Note: Set the defaults for PGDATABASE, PGUSER, PGPASSWORD and PGPORT in .bash_profile(Environment Variables in Windows)

Plain SQL Format Dump and Restore
$ pg_dump -U username -Fp dbname  >  filename
or
$ pg_dump -U username dbname -f  filename
or
$ pg_dump -Fp -U username dbname -f  filename

For restoring use psql command

$ psql -U username -f filename dbname
or
postgres=# \i SQL-file-name     //in psql terminal with \i option
Custom Format
$ pg_dump -Fc dbname -f filename
$ pg_restore -Fc -U username -d dbname filename.dmp
Tar Format
$ pg_dump -Ft dbname -f filename
$ pg_restore -U username -d dbname filename
or
$ cat tar-file.tar | psql -U username dbname
Note: Schema Level and Tables Level dumps can be performed in the same way by adding related options.

Cluster Level Dump:
$pg_dumpall -p portnumber > filename

For restoring use psql command

$ psql -f filename
There are very best way of taking dumps and restoring methodolgies. In particular, Simon Riggs and Hannu Krosing - "PostgreSQL 9 Administration Cookbook - 2010" book is good way to start with PostgreSQL Backup and Recovery published by www.2ndQuadrant.com.

Physical Backup (File system Backup)

Cold Backup:

In cold backup, its a simple file system backup of /data directory when Postgres Instance is down, mean, to achieve a self-consistent data directory backup, the database server should be shut down before copying. PostgreSQL gives flexibility to keep pg_xlog and pg_tblspce in different mount points via softlink. While copying the /data directory including the soft link's data, use the below command.
tar czf backup.tar.gz $PGDATA
or
cp -r $PGDATA /backup/
or
rsync -a $PGDATA /wherever/data

Hot Backup (Online Backup):

In Hot Backup, cluster will be up and running and the Database should be in Archive Log Mode. Two system functions will notify the instance about starting and stopping the Hot Backup process(pg_start_backup(),pg_stop_backup()). Before going forward with Online Backup, let's discuss on the Database Archive Log mode which is mandatory for Online Backups.

Enabling WAL Archiving:

Coming posts of mine will brief about PITR / Tunning WAL etc., presently we look into WAL Archiving. In PostgreSQL database system, the actual database 'writes' to an addition file called write-ahead log (WAL) to disk. It contains a record of writes that made in the database system. In the case of Crash, database can be repaired/recovered from these records.

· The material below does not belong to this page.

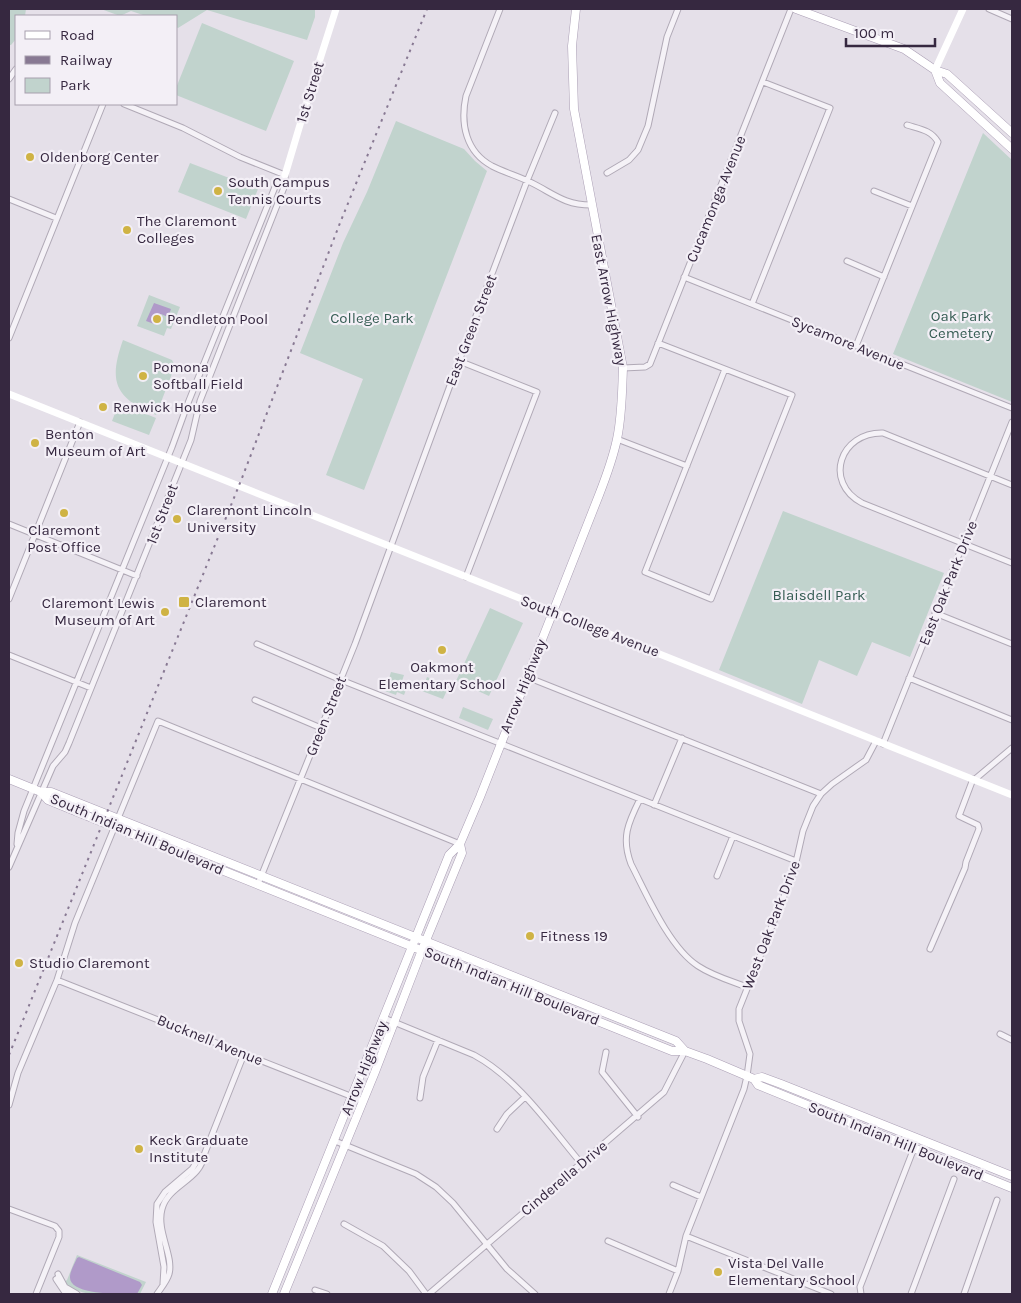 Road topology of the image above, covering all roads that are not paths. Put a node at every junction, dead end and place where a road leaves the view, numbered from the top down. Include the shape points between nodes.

Normally, the write-ahead log logs at regular intervals (called Checkpoints) matched against the database and then deleted because it no longer is required. You can also use the WAL as a backup because,there is a record of all writes made to the database.

Concept of WAL Archiving:

The write-ahead log is composed of each 16 MB large, which are called segments. The WALs reside under pg_xlog directory and it is the subdirectory of 'data directory'. The filenames will have numerically named in ascending order by PostgreSQL Instance. To perform a backup on the basis of WAL, one needs a basic backup that is, a complete backup of the data directory, and the WAL Segments between the base backup and the current date.

Configuring the archiving of WAL segments can be chosen by setting the two configuration parameter's archive_command and archive_mode in the postgresql.conf. Making the cluster into Archive-log mode requires RESTART.
archive_mode= on/off (boolean parameter)
archive_command = 'cp –i %p / Archive/Location/ f% '
Note: % p for the file to copy with path used as a file name and % f without a directory entry for the destination file.

For further information about the Archiver Process, refer to the post PostgreSQL 9.0 Memory & Processess.

Online Backup :

To take online backup:
Step 1 : Issue pg_start_backup('lable') in the psql terminal
postgres=# select pg_start_backup('fb');
Step 2 : OS level copy the $PGDATA directory to any Backup Location
$ cp -r $PGDATA  /anylocation
Step 3 : Issue pg_stop_backup() in psql terminal.
postgres=# select pg_stop_backup();
Note: It is not necessary that these two functions should run in the same database connection. The backup mode is global and persistent.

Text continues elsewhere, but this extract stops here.